YOUR GOAL
Whatever pictures appear, omit them, and repeat the data below exactly.

(Beginning of SUPPLIED DATA)

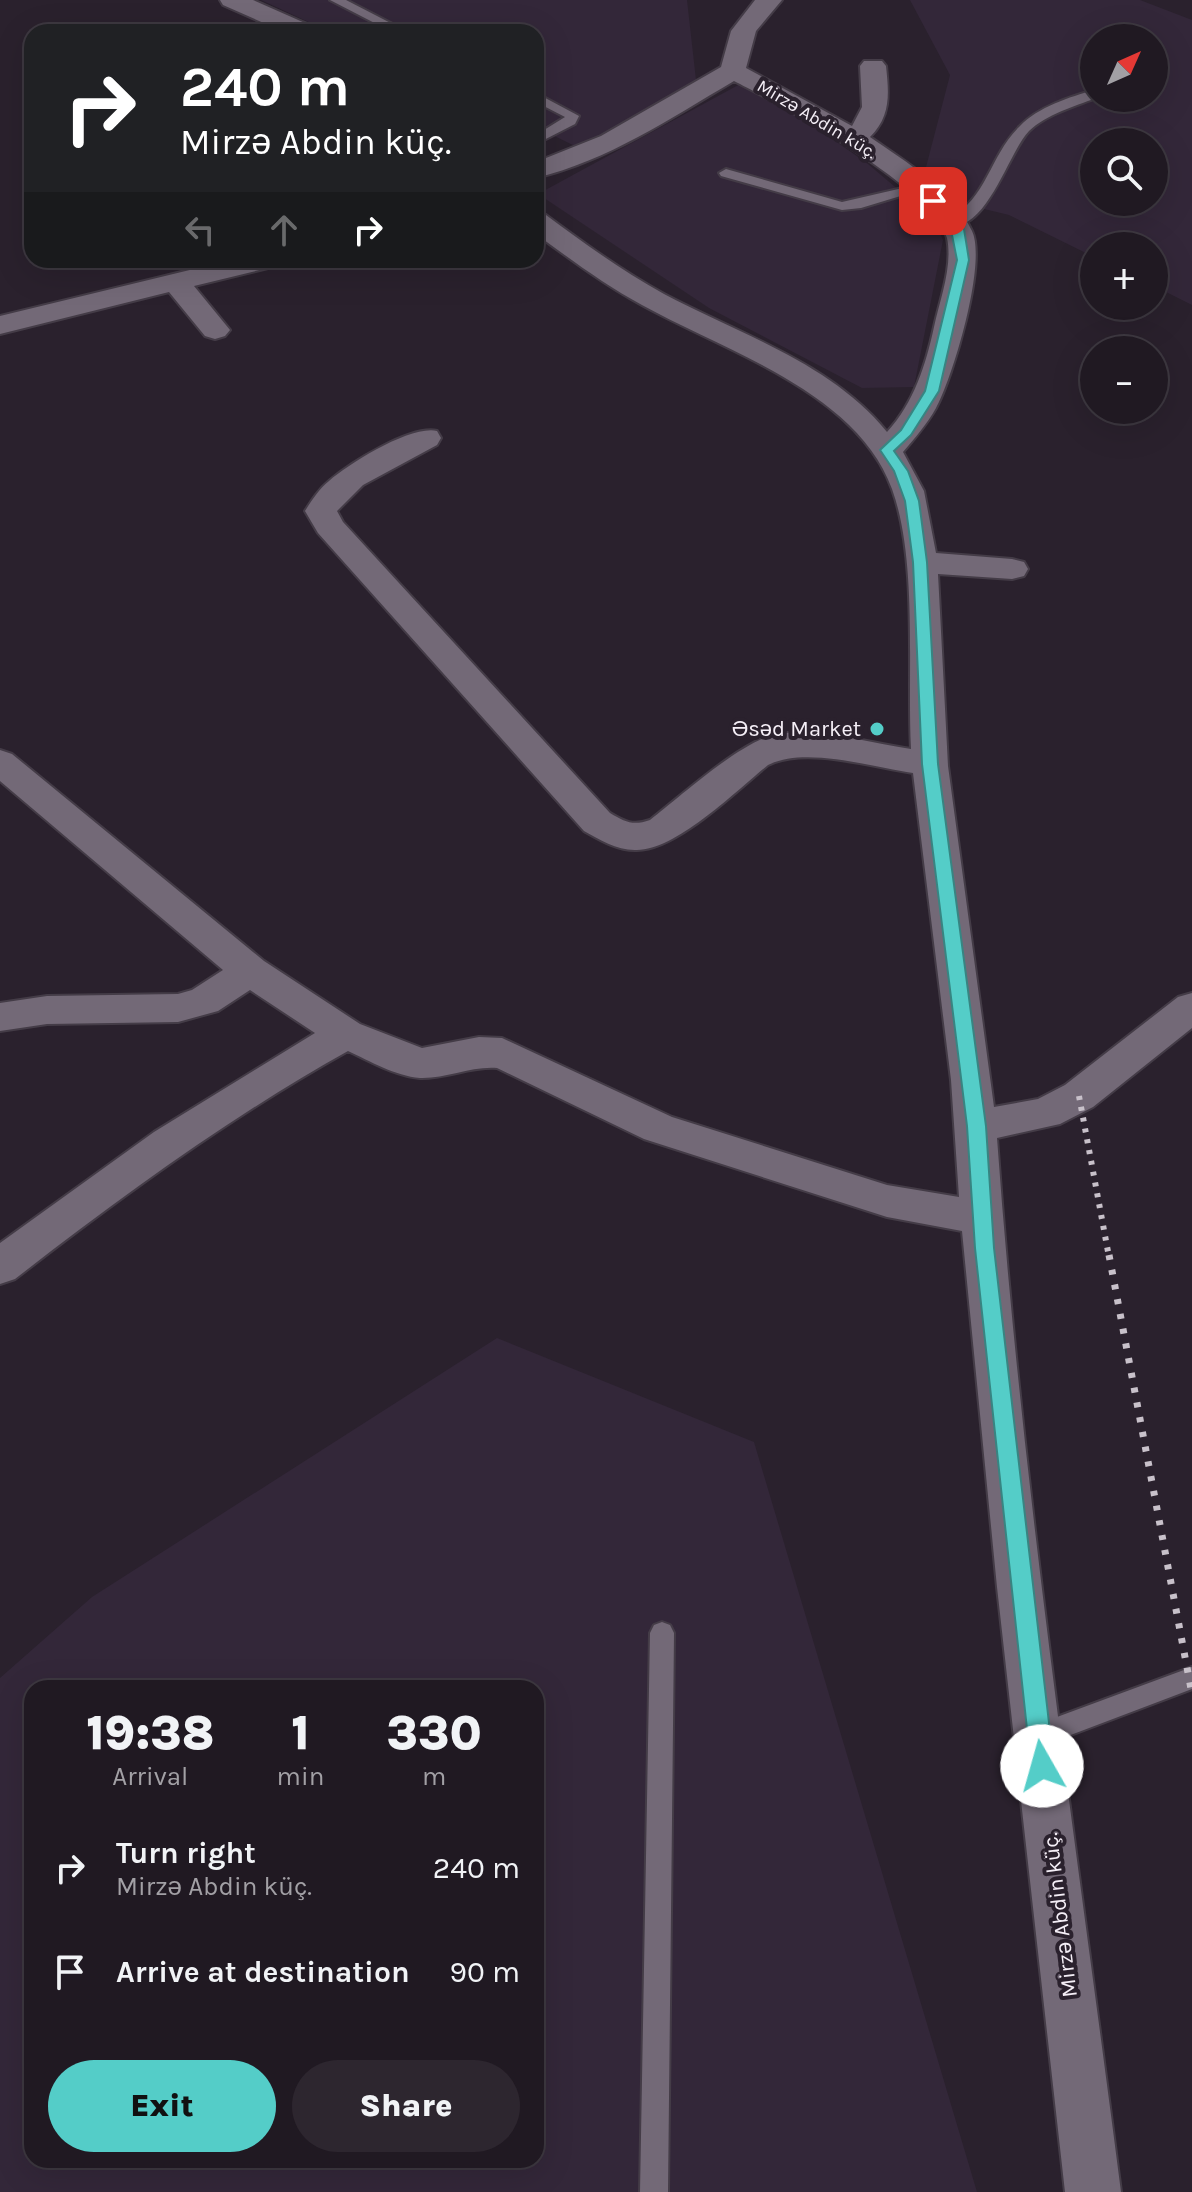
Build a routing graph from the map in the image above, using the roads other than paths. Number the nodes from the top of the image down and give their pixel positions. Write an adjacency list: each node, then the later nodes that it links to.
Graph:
1 (232, 0): 4 (street)
2 (336, 0): 5 (lane)
3 (770, 0): 7 (street, Mirzə Abdin küç.)
4 (287, 24)
5 (386, 24)
6 (873, 66): 11 (street)
7 (733, 71): 11 (street, Mirzə Abdin küç.); 12 (street)
8 (1080, 100): 15 (lane)
9 (544, 101): 10 (lane)
10 (544, 136)
11 (851, 138): 14 (street, Mirzə Abdin küç.)
12 (544, 168)
13 (726, 173): 14 (lane)
14 (920, 188): 15 (street, Mirzə Abdin küç.)
15 (953, 223): 22 (street, Mirzə Abdin küç.)
16 (544, 227): 22 (street, Mirzə Abdin küç.)
17 (236, 268): 18 (street)
18 (177, 284): 19 (street); 20 (street)
19 (0, 325)
20 (215, 330)
21 (426, 438): 26 (street)
22 (887, 450): 23 (street, Mirzə Abdin küç.)
23 (920, 562): 24 (street); 26 (street, Mirzə Abdin küç.)
24 (1012, 569)
25 (0, 762): 27 (street)
26 (930, 764): 31 (street, Mirzə Abdin küç.)
27 (250, 971): 29 (street); 30 (street)
28 (1192, 1007): 31 (street)
29 (0, 1017)
30 (346, 1034): 32 (street); 33 (street)
31 (976, 1126): 32 (street, Mirzə Abdin küç.)
32 (981, 1218): 36 (street, Mirzə Abdin küç.)
33 (0, 1267)
34 (662, 1633): 37 (lane)
35 (1192, 1678): 36 (lane)
36 (1039, 1735): 38 (street, Mirzə Abdin küç.)
37 (654, 2192)
38 (1093, 2192)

(End of SUPPLIED DATA)

ANSWER TO THIS TASK
Build a routing graph from the map in the image above, using the roads other than paths. Number the nodes from the top of the image down and give their pixel positions. Write an adjacency list: each node, then the later nodes that it links to.
Graph:
1 (232, 0): 4 (street)
2 (336, 0): 5 (lane)
3 (770, 0): 7 (street, Mirzə Abdin küç.)
4 (287, 24)
5 (386, 24)
6 (873, 66): 11 (street)
7 (733, 71): 11 (street, Mirzə Abdin küç.); 12 (street)
8 (1080, 100): 15 (lane)
9 (544, 101): 10 (lane)
10 (544, 136)
11 (851, 138): 14 (street, Mirzə Abdin küç.)
12 (544, 168)
13 (726, 173): 14 (lane)
14 (920, 188): 15 (street, Mirzə Abdin küç.)
15 (953, 223): 22 (street, Mirzə Abdin küç.)
16 (544, 227): 22 (street, Mirzə Abdin küç.)
17 (236, 268): 18 (street)
18 (177, 284): 19 (street); 20 (street)
19 (0, 325)
20 (215, 330)
21 (426, 438): 26 (street)
22 (887, 450): 23 (street, Mirzə Abdin küç.)
23 (920, 562): 24 (street); 26 (street, Mirzə Abdin küç.)
24 (1012, 569)
25 (0, 762): 27 (street)
26 (930, 764): 31 (street, Mirzə Abdin küç.)
27 (250, 971): 29 (street); 30 (street)
28 (1192, 1007): 31 (street)
29 (0, 1017)
30 (346, 1034): 32 (street); 33 (street)
31 (976, 1126): 32 (street, Mirzə Abdin küç.)
32 (981, 1218): 36 (street, Mirzə Abdin küç.)
33 (0, 1267)
34 (662, 1633): 37 (lane)
35 (1192, 1678): 36 (lane)
36 (1039, 1735): 38 (street, Mirzə Abdin küç.)
37 (654, 2192)
38 (1093, 2192)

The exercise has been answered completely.